Start of DATA EXTRACTS

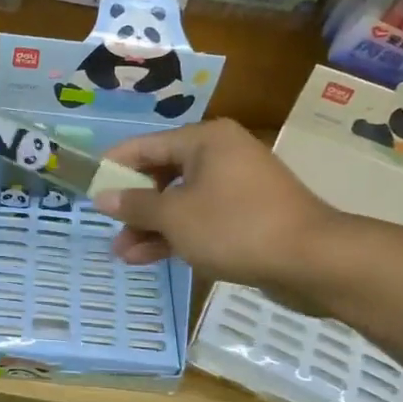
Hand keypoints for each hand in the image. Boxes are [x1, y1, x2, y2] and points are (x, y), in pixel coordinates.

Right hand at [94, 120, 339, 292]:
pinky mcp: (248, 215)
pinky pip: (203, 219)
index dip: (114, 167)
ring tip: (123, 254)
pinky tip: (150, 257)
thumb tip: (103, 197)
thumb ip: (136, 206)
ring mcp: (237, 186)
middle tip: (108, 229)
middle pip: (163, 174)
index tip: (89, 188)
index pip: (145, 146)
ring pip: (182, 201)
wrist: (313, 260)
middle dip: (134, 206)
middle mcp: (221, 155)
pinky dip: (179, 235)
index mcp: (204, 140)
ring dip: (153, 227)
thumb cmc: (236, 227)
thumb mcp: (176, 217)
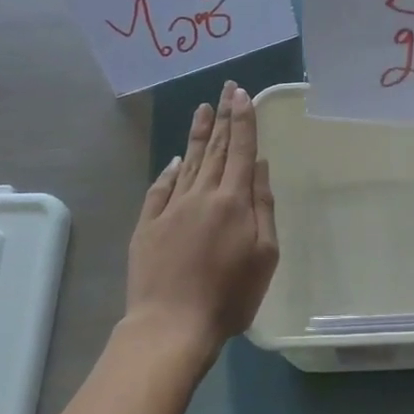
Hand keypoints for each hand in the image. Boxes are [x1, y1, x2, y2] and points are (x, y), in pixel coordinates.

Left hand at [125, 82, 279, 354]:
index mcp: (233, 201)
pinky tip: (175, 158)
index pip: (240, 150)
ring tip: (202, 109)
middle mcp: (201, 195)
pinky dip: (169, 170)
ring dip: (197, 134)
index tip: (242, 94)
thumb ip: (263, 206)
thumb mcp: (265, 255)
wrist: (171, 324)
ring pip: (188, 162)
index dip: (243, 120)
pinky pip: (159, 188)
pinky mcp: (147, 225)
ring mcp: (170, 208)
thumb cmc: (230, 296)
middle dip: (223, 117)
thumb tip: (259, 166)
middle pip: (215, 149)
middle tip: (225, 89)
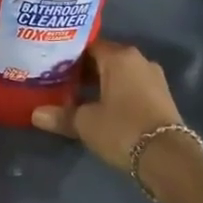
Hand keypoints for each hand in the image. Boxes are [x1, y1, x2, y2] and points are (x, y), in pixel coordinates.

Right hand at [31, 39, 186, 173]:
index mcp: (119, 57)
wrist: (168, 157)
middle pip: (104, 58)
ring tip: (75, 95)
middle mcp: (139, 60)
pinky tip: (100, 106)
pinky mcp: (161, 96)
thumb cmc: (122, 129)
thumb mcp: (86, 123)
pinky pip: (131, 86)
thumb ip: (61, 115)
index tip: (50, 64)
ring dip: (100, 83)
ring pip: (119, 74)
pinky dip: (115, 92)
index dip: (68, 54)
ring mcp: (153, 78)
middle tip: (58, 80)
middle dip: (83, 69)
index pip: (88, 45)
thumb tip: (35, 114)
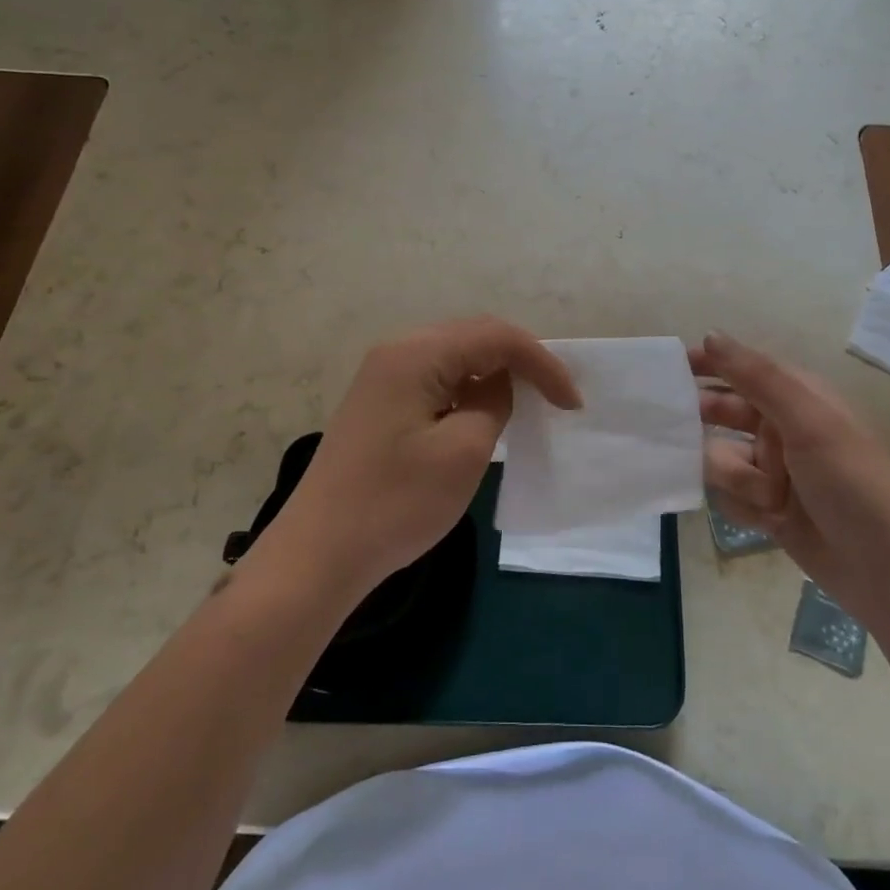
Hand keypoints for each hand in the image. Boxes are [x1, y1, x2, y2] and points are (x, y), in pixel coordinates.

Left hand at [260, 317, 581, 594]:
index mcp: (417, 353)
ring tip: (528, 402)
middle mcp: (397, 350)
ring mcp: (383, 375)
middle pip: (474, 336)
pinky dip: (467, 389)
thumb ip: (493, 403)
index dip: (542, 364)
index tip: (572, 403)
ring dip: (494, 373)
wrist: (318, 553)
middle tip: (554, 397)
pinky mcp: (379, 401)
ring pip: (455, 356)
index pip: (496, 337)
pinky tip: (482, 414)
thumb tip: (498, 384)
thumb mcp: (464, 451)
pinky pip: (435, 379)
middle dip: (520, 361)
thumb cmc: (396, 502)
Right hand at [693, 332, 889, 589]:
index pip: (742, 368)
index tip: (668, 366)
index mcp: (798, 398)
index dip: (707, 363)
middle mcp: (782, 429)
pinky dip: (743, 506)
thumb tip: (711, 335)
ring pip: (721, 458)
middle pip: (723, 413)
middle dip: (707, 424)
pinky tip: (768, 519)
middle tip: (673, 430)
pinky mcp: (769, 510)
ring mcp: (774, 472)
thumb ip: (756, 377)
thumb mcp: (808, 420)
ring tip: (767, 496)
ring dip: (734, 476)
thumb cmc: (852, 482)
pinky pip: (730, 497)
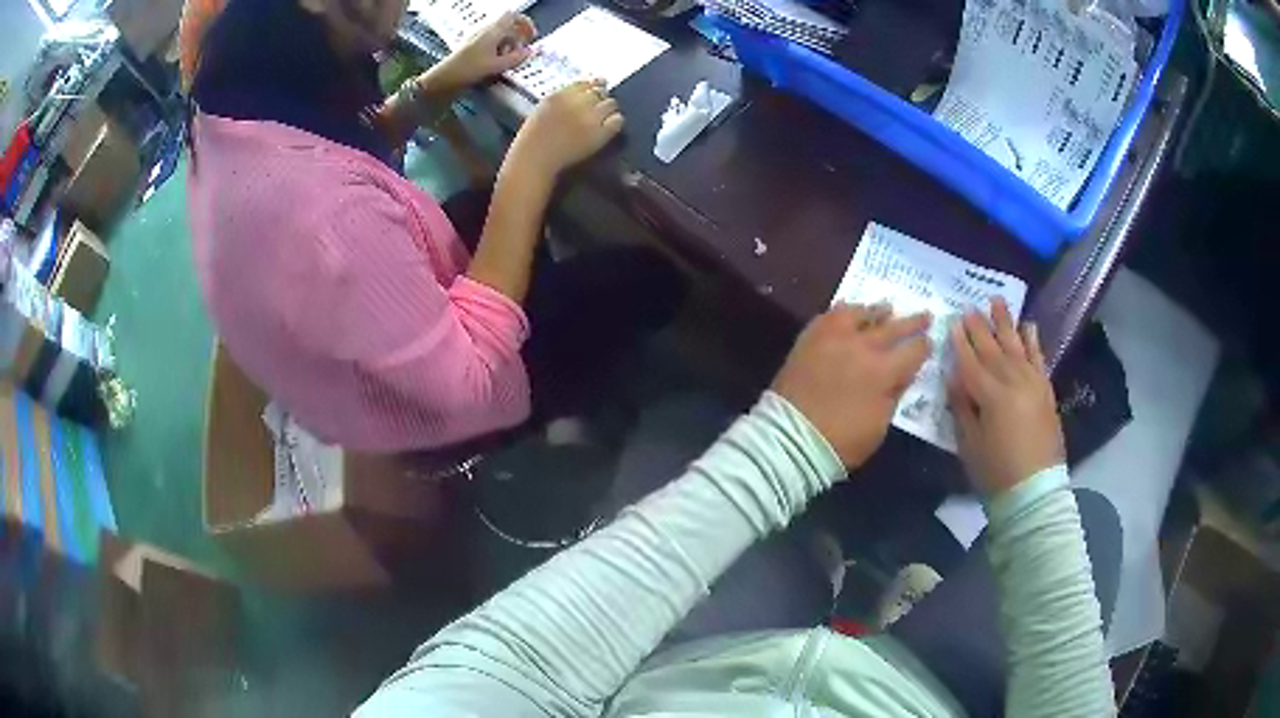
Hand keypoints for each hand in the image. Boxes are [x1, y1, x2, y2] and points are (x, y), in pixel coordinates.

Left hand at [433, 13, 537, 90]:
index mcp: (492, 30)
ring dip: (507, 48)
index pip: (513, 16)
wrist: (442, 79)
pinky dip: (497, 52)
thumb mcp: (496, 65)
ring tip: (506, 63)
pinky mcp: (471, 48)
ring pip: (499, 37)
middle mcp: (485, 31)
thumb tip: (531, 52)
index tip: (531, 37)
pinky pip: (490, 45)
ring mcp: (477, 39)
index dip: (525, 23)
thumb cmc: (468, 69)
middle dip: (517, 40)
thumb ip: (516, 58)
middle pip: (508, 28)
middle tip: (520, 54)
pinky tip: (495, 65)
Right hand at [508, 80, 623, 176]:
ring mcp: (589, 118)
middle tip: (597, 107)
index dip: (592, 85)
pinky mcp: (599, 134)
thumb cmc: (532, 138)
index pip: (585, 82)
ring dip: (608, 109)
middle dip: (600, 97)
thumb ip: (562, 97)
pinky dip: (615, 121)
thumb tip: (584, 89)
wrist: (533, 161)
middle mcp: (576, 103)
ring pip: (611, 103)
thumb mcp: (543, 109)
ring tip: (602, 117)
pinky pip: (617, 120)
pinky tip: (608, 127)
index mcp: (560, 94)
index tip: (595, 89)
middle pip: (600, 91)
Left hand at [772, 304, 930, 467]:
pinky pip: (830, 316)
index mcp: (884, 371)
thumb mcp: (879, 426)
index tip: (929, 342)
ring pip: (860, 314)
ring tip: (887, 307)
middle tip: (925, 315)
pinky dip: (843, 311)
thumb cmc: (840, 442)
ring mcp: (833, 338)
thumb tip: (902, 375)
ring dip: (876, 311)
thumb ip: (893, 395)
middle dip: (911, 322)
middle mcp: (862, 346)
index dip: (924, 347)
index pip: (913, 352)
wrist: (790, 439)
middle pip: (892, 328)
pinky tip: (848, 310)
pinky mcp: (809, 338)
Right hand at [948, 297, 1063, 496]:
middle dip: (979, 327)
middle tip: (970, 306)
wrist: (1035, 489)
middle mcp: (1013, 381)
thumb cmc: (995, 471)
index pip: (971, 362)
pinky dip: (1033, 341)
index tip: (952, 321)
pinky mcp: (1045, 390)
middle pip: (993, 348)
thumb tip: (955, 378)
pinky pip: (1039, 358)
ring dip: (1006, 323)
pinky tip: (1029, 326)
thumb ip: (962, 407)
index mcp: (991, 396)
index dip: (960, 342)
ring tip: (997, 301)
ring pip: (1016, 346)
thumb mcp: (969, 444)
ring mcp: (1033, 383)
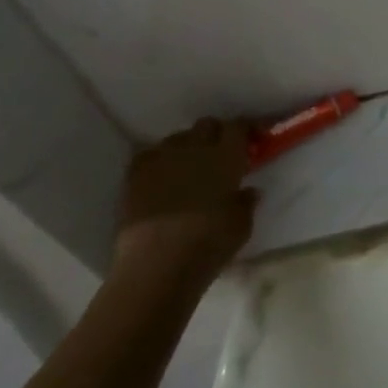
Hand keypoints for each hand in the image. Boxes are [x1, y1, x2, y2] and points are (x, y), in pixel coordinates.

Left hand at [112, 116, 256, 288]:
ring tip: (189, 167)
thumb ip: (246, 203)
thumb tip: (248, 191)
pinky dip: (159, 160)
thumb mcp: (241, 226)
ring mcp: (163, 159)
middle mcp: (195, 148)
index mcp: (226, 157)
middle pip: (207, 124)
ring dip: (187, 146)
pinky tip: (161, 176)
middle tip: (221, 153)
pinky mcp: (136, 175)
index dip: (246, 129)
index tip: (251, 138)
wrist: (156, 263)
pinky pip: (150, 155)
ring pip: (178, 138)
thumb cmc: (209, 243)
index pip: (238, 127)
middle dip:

End of DATA EXTRACTS

### INSTRUCTIONS TO FOLLOW
Could you write out exactly the lines of the data above that run from the one holding "middle pip: (104, 58)" to the one holding "pinky mcp: (769, 510)", with both ends in and all pictures out?

### ANSWER TO THE EXERCISE
middle pip: (104, 58)
ring tip: (75, 95)
middle mcp: (139, 60)
pinky tip: (100, 106)
pinky mcp: (161, 96)
thumb cmc: (122, 129)
thumb mcp: (86, 123)
pinky pip: (131, 86)
thumb ip: (61, 115)
index tip: (50, 64)
ring dip: (100, 83)
ring pip: (119, 74)
pinky dip: (115, 92)
index dip: (68, 54)
ring mcp: (153, 78)
middle tip: (58, 80)
middle dip: (83, 69)
index pip: (88, 45)
thumb tip: (35, 114)
Hand keypoints for each hand in the image. Boxes are [x1, y1, x2, y2] and points are (x, y), in pixel coordinates.

Left hand at [260, 317, 581, 594]:
index mcp: (417, 353)
ring tip: (528, 402)
middle mcp: (397, 350)
ring mcp: (383, 375)
middle pip: (474, 336)
pinky dip: (467, 389)
thumb ip: (493, 403)
index dip: (542, 364)
index tip: (572, 403)
ring dip: (494, 373)
wrist: (318, 553)
middle tip: (554, 397)
pinky mcp: (379, 401)
ring pip: (455, 356)
index pip: (496, 337)
pinky tip: (482, 414)
thumb tip: (498, 384)
thumb mcp: (464, 451)
pinky pip: (435, 379)
middle dip: (520, 361)
thumb cmc: (396, 502)
Right hand at [693, 332, 889, 589]:
index pip: (742, 368)
index tip: (668, 366)
index mcp: (798, 398)
index dip: (707, 363)
middle mcp: (782, 429)
pinky dip: (743, 506)
thumb tip: (711, 335)
ring pip: (721, 458)
middle pip: (723, 413)
middle dip: (707, 424)
pinky tip: (768, 519)
middle tip: (673, 430)
pinky mcp: (769, 510)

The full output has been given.